There have been two or three remembered times when I needed something and it found me. Over thirty years ago I was browsing through the public library in Twin Falls. Idaho. I wasn’t looking for anything in particular except a good read. I remember looking on a top shelf and seeing a small book with the title On Love & Happiness by Pierre Teilhard De Chardin. I checked it out because of curiosity, and it has turned out to be one of the most significant books I’ve ever read. I will not tell you about it now, but I can loan you my copy if you like. It is the 3rd copy I’ve purchased, having given away the first two. It was first published in 1966, and it’s difficult to find.
A second matter of synchronicity came ten or fifteen years before I found Chardin’s book. I went to a conference in San Antonio, Texas, and heard a presentation by Dr. Amy Freeman Lee. I say it was synchronicity because at the time I had no idea what the word meant. My loose definition now is, the coming together of seemingly unrelated events and when together have meaning. Mr. Webster might disagree with my definition, but I’m sticking with it. On that day, Dr. Lee told us of her friendship with Loren Eiseley. Eiseley was an anthropologist and a brilliant writer. He wrote several wonderful books, but his shorter work entitled The Star Thrower is my favorite. Dr. Eiseley was a man of great curiosity and wrote of this in a way that would make any of us beg to tag along with him on his journeys.
Now we come to today. It is Sunday, November 1, 2020. In two days this country will again go to the polls and elect a President. Given the rancor and immense disagreement this year, I believe it to be the most significant election in my 70+ years. I have my preferences, just as millions of others have theirs. I told Suzanne yesterday that I would not watch another minute of news until Tuesday the 3rd. I can no longer tolerate how it makes me feel. But that is not what I’m writing about now. I’m writing about another moment of synchronicity. Something wonderful.
In doing research for a piece I intend to write, I requested some books from the local library. One of those books was The Last Lecture by Randy Pausch. Dr. Pausch was a professor of computer science at Carnegie Mellon University. He was a professor rather than is still a professor because he died at age 47 from cancer in 2008. He left a wife and three young children when he died. As he stated in his book, giving a last lecture for a professor had become routine in many colleges and universities. For Randy Pausch, it would be his goodbye to the world lecture. Yes, it sounds morbid, but don’t stop reading. Dr. Pausch said it was a lecture about living, not about dying. And the small book is about living. On Good Reads, it has received over 303,000 ratings. A successful book, for sure. Now that I’ve read it, I understand why.

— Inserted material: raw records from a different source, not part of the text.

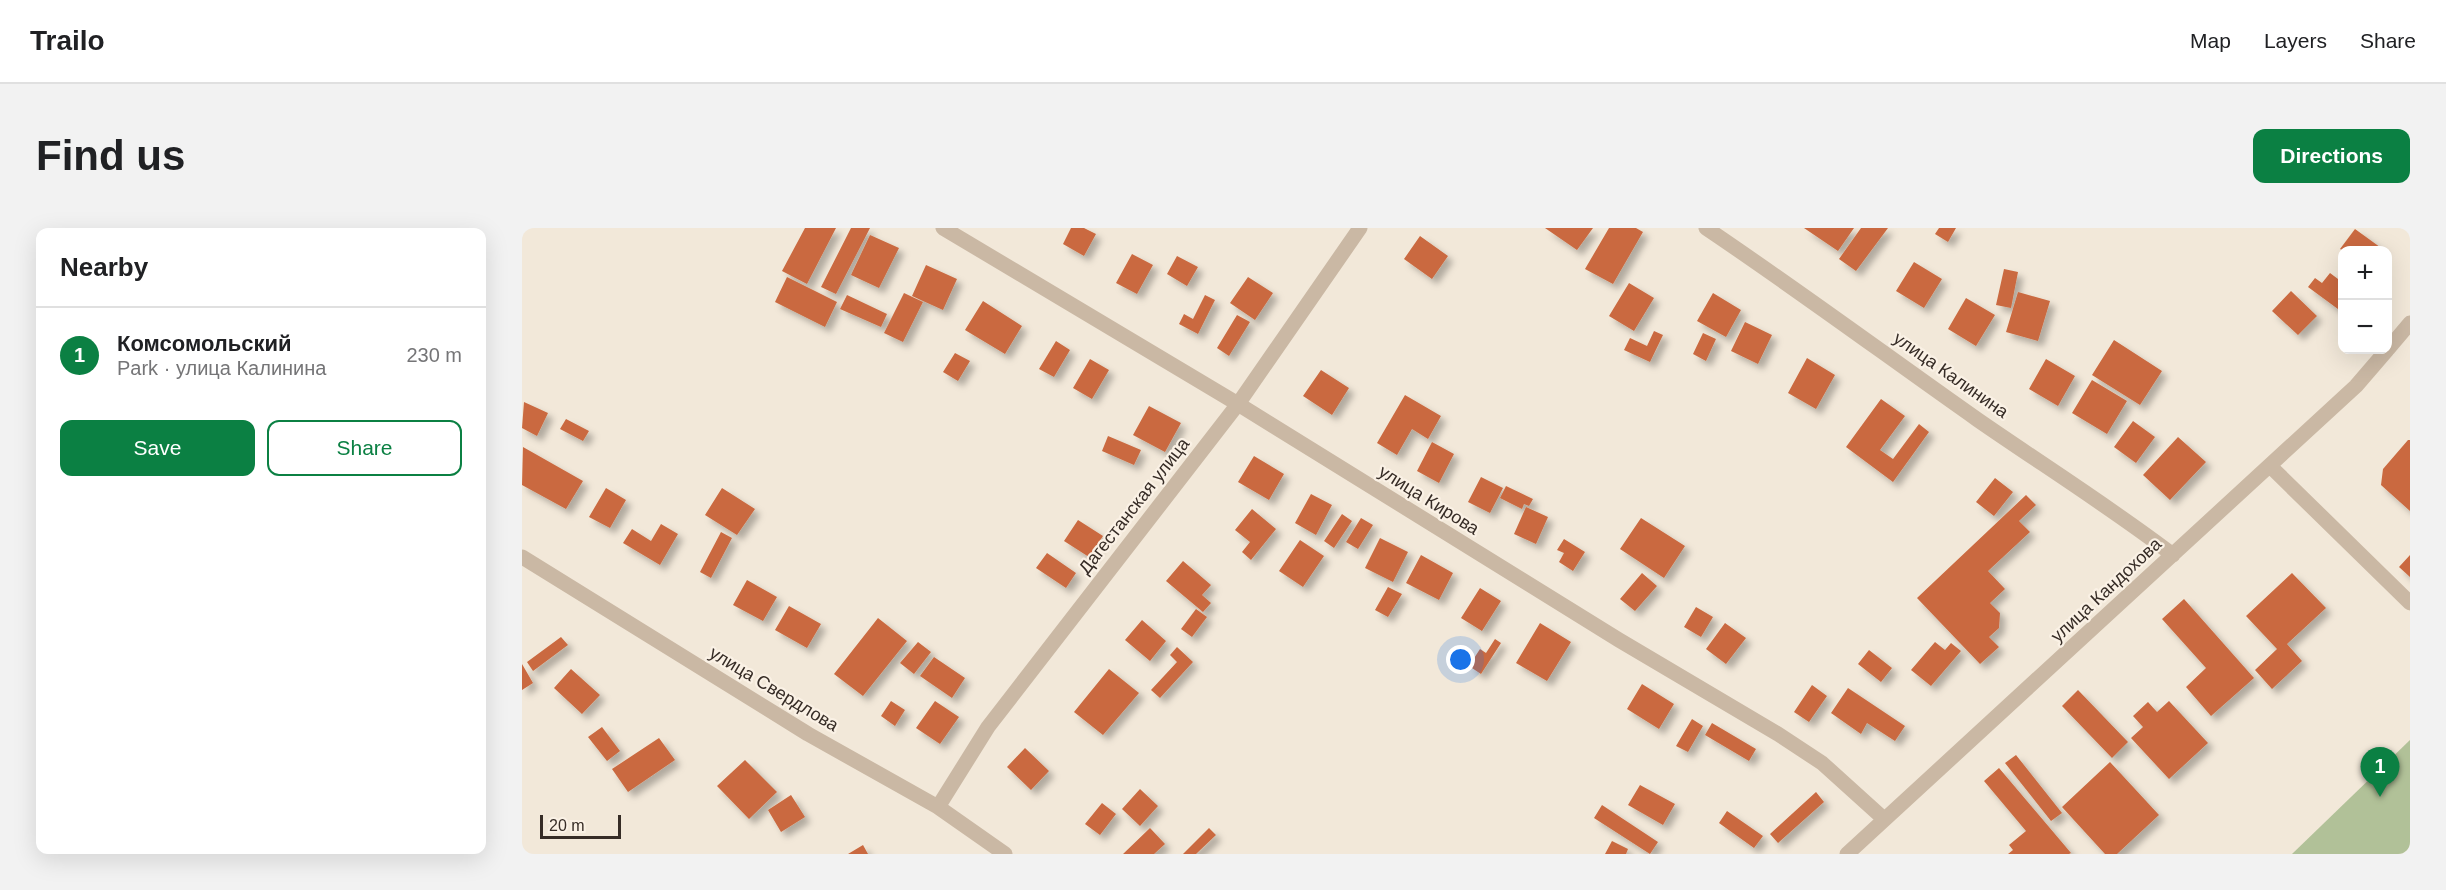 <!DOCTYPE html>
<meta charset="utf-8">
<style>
body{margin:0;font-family:Helvetica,sans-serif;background:#f2f2f2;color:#202124}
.controls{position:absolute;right:18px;top:18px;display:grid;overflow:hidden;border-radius:12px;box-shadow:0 6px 24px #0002}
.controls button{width:54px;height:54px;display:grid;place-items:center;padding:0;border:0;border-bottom:2px solid #e0e0e0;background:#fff;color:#202124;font:30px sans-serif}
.scale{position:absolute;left:18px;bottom:15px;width:81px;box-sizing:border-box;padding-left:6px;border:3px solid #362c26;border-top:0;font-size:16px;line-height:21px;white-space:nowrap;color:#362c26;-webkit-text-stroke:4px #faf1e5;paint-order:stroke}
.you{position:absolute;left:939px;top:432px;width:21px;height:21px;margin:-15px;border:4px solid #fff;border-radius:50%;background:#1a73e8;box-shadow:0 0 0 9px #1a73e833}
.badge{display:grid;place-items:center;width:39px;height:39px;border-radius:50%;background:#0b8043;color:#fff;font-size:20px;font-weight:700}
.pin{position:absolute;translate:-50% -50px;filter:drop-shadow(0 2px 3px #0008)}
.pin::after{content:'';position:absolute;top:32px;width:21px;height:18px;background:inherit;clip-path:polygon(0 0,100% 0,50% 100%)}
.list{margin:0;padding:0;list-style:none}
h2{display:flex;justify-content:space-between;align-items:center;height:78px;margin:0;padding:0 24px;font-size:26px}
h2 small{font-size:20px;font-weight:400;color:#757577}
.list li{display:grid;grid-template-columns:39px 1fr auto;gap:18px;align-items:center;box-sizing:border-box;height:96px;padding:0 24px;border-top:2px solid #e0e0e0}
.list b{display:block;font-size:22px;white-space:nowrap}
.list p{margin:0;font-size:20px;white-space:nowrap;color:#757577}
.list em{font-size:20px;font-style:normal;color:#757577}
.actions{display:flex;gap:12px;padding:18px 24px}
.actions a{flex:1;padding:14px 0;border:2px solid #0b8043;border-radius:12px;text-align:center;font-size:21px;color:#0b8043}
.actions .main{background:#0b8043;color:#fff}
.map{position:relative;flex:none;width:1888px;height:626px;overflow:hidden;border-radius:12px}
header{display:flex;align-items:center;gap:36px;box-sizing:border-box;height:84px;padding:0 30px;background:#fff;border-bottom:2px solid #e0e0e0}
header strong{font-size:28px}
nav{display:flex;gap:33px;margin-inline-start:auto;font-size:21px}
.intro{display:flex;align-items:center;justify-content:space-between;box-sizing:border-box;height:144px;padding:0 36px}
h1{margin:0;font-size:42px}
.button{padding:15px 27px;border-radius:12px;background:#0b8043;color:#fff;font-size:21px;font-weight:700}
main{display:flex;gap:36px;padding:0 36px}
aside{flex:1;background:#fff;border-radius:12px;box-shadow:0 6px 24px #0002}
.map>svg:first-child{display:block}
</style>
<header>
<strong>Trailo</strong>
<nav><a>Map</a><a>Layers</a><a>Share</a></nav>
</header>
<div class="intro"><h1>Find us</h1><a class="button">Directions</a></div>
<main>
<aside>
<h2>Nearby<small></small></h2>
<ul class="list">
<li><span class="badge">1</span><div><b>Комсомольский</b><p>Park · улица Калинина</p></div><em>230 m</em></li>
</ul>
<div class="actions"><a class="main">Save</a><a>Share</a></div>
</aside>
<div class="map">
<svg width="1888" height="626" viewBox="0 0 1888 626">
<defs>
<filter id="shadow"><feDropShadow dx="5.5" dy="5.5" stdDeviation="3" flood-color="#0004"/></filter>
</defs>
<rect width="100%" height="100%" fill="#f2e8d9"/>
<!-- green -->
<path fill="#b1c198" d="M1888 512V626H1770Z"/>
<!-- building -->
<path fill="#ca693f" filter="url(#shadow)" d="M283 0H314L285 56 260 43Z
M329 0H348L314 66 299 59Z
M549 0H562L574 6 562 28 541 16Z
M1023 0H1071L1055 22Z
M1087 0H1114L1121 4 1091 56 1063 41Z
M1282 0H1332L1316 23Z
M1339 0H1366L1334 43 1317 31Z
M1417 0H1434L1426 14 1413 6Z
M1833 1 1862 22H1820L1818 21Z
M348 7 377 20 357 60 329 47Z
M898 8 926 28 910 51 882 31Z
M610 26 631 37 615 66 594 55Z
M655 28 676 39 665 58 645 46Z
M1392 34 1420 51 1402 80 1374 63Z
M404 37 435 51 421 82 390 68Z
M1482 41 1496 44 1489 80 1474 77Z
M1808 45 1820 54V84L1786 59 1793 50 1800 55Z
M265 49 315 74 303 99 253 74Z
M726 49 751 65 733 92 708 75Z
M1107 55 1132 70 1112 103 1087 88Z
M1769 63 1795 88 1776 107 1750 83Z
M1496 64 1528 73 1516 113 1484 104Z
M382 65 401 74 381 114 362 105Z
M1191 65 1219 82 1204 109 1175 93Z
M325 67 365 86 359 99 318 81Z
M683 67 693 72 676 106 657 96 662 86 671 91Z
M1444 70 1473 87 1454 118 1426 101Z
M461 73 500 98 483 126 443 102Z
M715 87 728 94 707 128 695 120Z
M1223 94 1250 107 1236 136 1209 123Z
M1132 103 1141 107 1128 134 1102 122 1108 110 1125 118Z
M1181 105 1194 111 1184 133 1171 126Z
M1592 112 1640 143 1618 177 1570 147Z
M534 113 548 122 532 149 517 141Z
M433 125 448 133 436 153 421 144Z
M1285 130 1313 147 1294 181 1266 165Z
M568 131 587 142 570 171 551 160Z
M1524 131 1553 148 1536 178 1507 161Z
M799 142 827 160 810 187 781 168Z
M1570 152 1605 173 1585 206 1550 185Z
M883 167 919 188 906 211 890 201 875 227 855 215Z
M1359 171 1383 188 1358 222 1371 231 1397 196 1407 204 1371 254 1324 219Z
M2 174 26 185 15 208 0 200Z
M627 178 659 195 643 224 611 207Z
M44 191 67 203 61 213 38 201Z
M1611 193 1633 209 1614 235 1592 219Z
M586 208 619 222 612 237 580 223Z
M1656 209 1684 234 1648 272 1621 247Z
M1886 212H1888V283L1859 257 1861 241Z
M910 214 932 226 917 255 895 243Z
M1 219 61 253 44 281 0 257Z
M732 228 762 246 747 272 716 254Z
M959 249 981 260 968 285 946 274Z
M1473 250 1491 264 1472 288 1454 274Z
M984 258 1011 271 1007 278 1002 276 1000 281 978 270Z
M84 260 104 272 88 300 67 289Z
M200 260 233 281 215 307 183 287Z
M789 266 810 277 794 307 773 295Z
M1504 267 1514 277 1497 293 1508 304 1466 343 1483 361 1468 375 1478 385 1477 400 1467 409 1477 419 1458 436 1395 370Z
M1004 279 1026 289 1014 316 992 306Z
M730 281 754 301 729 332 720 324 728 314 713 302Z
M820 286 830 293 812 320 802 313Z
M839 290 851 297 836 321 824 314Z
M1119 290 1163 318 1142 350 1098 321Z
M556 292 581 308 567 329 542 313Z
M139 296 156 306 138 337 101 315 110 301 129 313Z
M199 304 210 310 189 350 178 344Z
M858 310 886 324 871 354 843 340Z
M1042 311 1063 324 1051 343 1037 334 1042 325 1035 322Z
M778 312 802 328 781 359 757 343Z
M525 325 554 345 544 360 514 340Z
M899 327 931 345 917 372 884 355Z
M1888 327V349L1877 339Z
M661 333 689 357 680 367 689 375 681 384 644 353Z
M1120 345 1135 358 1113 383 1098 371Z
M1770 345 1804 380 1765 416 1780 433 1750 461 1733 442 1755 421 1724 388Z
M225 352 255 369 241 393 211 377Z
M866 359 880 366 866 389 853 382Z
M958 360 979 373 960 403 939 390Z
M1662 371 1732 450 1689 488 1664 459 1684 440 1640 391Z
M267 378 299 396 285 420 253 402Z
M1174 379 1191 389 1179 409 1162 399Z
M674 381 685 389 670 409 659 401Z
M356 390 385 413 341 468 312 446Z
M620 392 644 413 628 433 603 412Z
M1018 395 1049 414 1025 453 994 435Z
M1203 395 1224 410 1204 436 1184 421Z
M39 409 46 417 11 443 5 434Z
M973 411 979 415 959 446 947 438 958 421 964 425Z
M396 414 409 424 392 446 378 435Z
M1413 414 1423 422 1429 415 1439 423 1409 458 1389 442Z
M655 419 671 434 638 470 629 462 655 434 648 427Z
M1347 422 1370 440 1359 454 1336 436Z
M412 429 443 450 430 470 398 448Z
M0 436 11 455 0 462Z
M49 441 78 467 60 486 32 460Z
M587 441 617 465 581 507 552 484Z
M1120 456 1152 476 1137 501 1105 481Z
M1290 457 1305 468 1287 494 1272 484Z
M1326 460 1383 498 1373 513 1345 495 1339 506 1309 485Z
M1556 462 1606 514 1590 530 1540 478Z
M369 473 383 482 373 498 359 488Z
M413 473 437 489 418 516 394 500Z
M1647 473 1686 515 1647 551 1609 510 1621 499 1611 488 1626 474 1635 484Z
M1170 491 1181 498 1166 524 1154 518Z
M1190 495 1234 521 1227 533 1183 507Z
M80 499 98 523 85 533 66 509Z
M137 510 153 532 106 564 90 541Z
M503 520 527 543 509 562 485 539Z
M1494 527 1540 585 1529 593 1483 535Z
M223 532 255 564 227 591 195 558Z
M1588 534 1637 587 1595 626H1583L1540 579Z
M1477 540 1549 625 1547 626H1486L1491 622 1487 617 1504 603 1462 553Z
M1118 557 1153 576 1141 597 1106 577Z
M618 561 636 578 618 598 600 581Z
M1294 564 1302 574 1256 615 1248 606Z
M269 567 283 589 259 604 246 582Z
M580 575 594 586 578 607 563 596Z
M1080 577 1136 614 1128 626 1072 590Z
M1205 583 1241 608 1232 620 1197 595Z
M628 600 643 616 632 626H601Z
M687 600 694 607 674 626H661Z
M1090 613 1106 621 1104 626H1083Z
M341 617 346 626H326Z"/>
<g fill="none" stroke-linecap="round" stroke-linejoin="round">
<!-- minor -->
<path stroke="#cab8a4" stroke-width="15" d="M421 0 716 176 1097 412 1256 506 1300 535 1362 591
M1184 0C1276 62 1365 128 1456 192 1521 237 1588 279 1651 327
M1866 121 1888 95
M1748 238 1888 375
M0 329 286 506 416 579 483 626
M416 579 466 499 716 176 838 0
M1325 626 1834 158 1865 122"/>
</g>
<g text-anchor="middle" stroke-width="4.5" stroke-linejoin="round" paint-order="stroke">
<!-- street labels -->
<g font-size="18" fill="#362c26" stroke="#faf1e5">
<text transform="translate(1429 147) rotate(35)" y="6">улица Калинина</text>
<text transform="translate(907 272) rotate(32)" y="6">улица Кирова</text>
<text transform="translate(612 278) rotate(-52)" y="6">Дагестанская улица</text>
<text transform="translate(1584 362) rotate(-43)" y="6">улица Кандохова</text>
<text transform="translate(252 461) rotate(31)" y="6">улица Свердлова</text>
</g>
</g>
</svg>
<div class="controls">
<button>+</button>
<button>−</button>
</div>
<div class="scale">20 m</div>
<div class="you"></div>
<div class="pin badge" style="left:1858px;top:569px">1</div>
</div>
</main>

This book must be read. I read it in two days. I could not put it down. In our time of tragic world sadness and death, Dr. Pausch gives example after example of how to live a life. It can be summed up in a quote from the book. “I’m living like I’m dying. But at the same time, I’m very much living like I’m still living.” It may seem a bit sappy to some readers, a bit too sentimental. It was exactly what I needed in these times of such turmoil in our country and the world. Almost everyone I’ve recently spoken to speaks of the anxiety, the depression, the unsettled emotions, and anxiety they feel. The same feelings I have. Read this book.
Go to YouTube and watch Randy Pausch’s last lecture. It has been viewed over 20,000,000 times. Spend an hour and fifteen minutes watching this remarkable man talk about life.
We are all in the process of dying. It started the day we were born. What we choose to do with whatever amount of time we are given is an individual endeavor. When I was fifteen, I was going to live forever. When I was twenty-one in Vietnam, I didn’t know I would live to be twenty-two. Now I’m much older and daily I hear and read of those I’ve admired, loved, and known at a distance have died. Ruth Bader Ginsburg, John Lewis, Jerry Jeff Walker, and on Saturday, Sean Connery. No one can deny that he was the James Bond. None of us will escape death, but as Randy Pausch said, we can very much live like we are still living. In this time of sadness due to the coronavirus, we can live. During this time of political uncertainty, we can live. I’m damned sure going to do my best to live to the fullest in whatever time I have.
Go Well, David
“Success is loving life and daring to live it.” Mya Angelou.
And from one of my favorite poets
“Keep some room in your heart for the unimaginable.” Mary Oliver.
Denni’s Wise Words
“If I am going to live as a dog, then I’m going to be the most glamorous diva princess dog I can be. Pick what you want to be and be the best possible.”